圖5 赤霞珠葡萄籽酚類提取物對羥自由基的清除性能Fig.5 The scavenging properties of hydroxyl free radicals of phenolic extracts of Cabernet Sauvignon grape seed

由圖5可知，提取液對羥自由基的清除能力略高于VC。如VC濃度0.25 mg/mL時，對羥自由基的清除率為54.44%，而同等濃度的赤霞珠籽總酚提取液對羥自由基的清除率為65.12%。隨濃度增加對羥自由基的清除率都明顯上升。
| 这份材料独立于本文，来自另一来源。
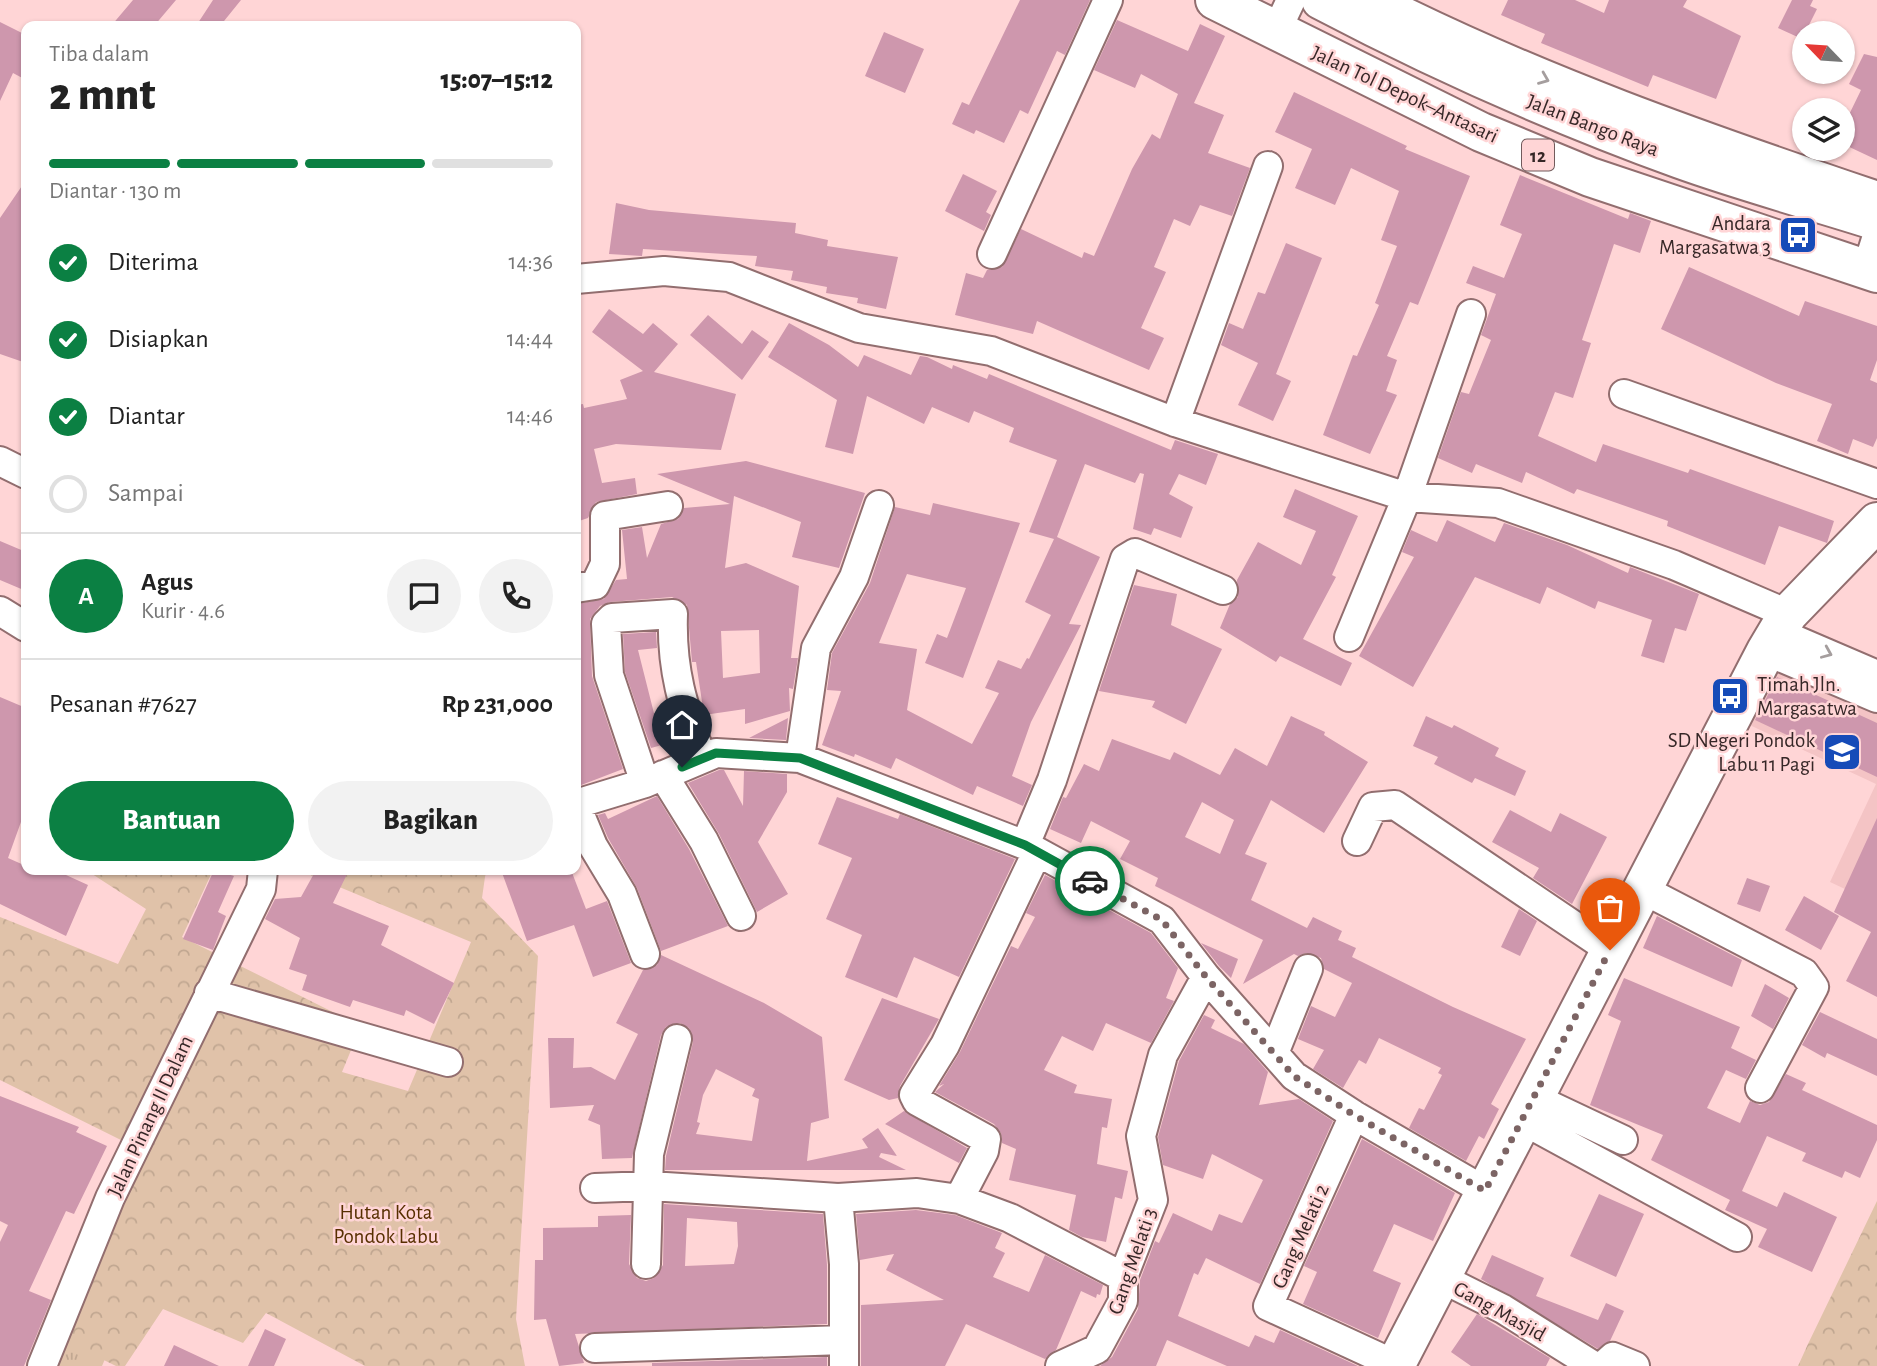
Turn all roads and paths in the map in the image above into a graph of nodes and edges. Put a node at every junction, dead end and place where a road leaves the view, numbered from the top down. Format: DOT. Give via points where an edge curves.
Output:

2.4.4 赤霞珠葡萄籽中酚類物質提取物對鐵還原力的測定

還原力法的原理為：K3Fe（CN）6+樣品→K4Fe（CN）6+樣品氧化物 K4Fe（CN）6+Fe3+→Fe4[Fe（CN）6]3

在700 nm測定吸光度A，A越大，則樣品的還原力越大。以VC和提取液濃度為橫坐標，鐵離子的清除率為縱坐標作圖，對比效果見圖6。

圖6 赤霞珠葡萄籽酚類提取物對鐵還原力的測定Fig.6 Determination of iron reducing power of phenolic extracts from Cabernet Sauvignon grape seed

鐵還原力的測定試驗中，赤霞珠籽總酚提取液加入量在20 μg/mL時對鐵離子的清除率達到77.5%，隨提取液濃度增加，清除率升高。相同濃度的VC溶液對鐵離子的清除率能達到71.82%。由此可知，赤霞珠籽總酚提取液對鐵離子的還原力大于VC。

3 結論

由試驗結果可知，影響赤霞珠葡萄籽中酚類物質提取率的4個因素先后順序為：料液比＞提取時間＞提取溫度＞乙醇濃度，最優的提取工藝條件為：提取溫度70℃，乙醇濃度為 60%，料液比為 1∶15（g/mL），提取時間60 min。在最優提取條件下得到的總酚的提取率為10.21%。

以VC為參照測定提取液對ABTS+自由基、DPPH自由基、羥自由基清除力和鐵離子還原力。結果顯示提取液對自由基清除能力及鐵離子的還原能力均高于VC溶液，對DPPH自由基的清除效果最好，濃度為20 μg/mL的提取液對DPPH自由的清除率可達95%。說明酚類提取液體外抗氧化能力較強。

赤霞珠葡萄釀酒后廢棄的皮渣含有豐富的可利用資源，具有提取酚類物質，并開發抗氧化保健產品的潛在效益。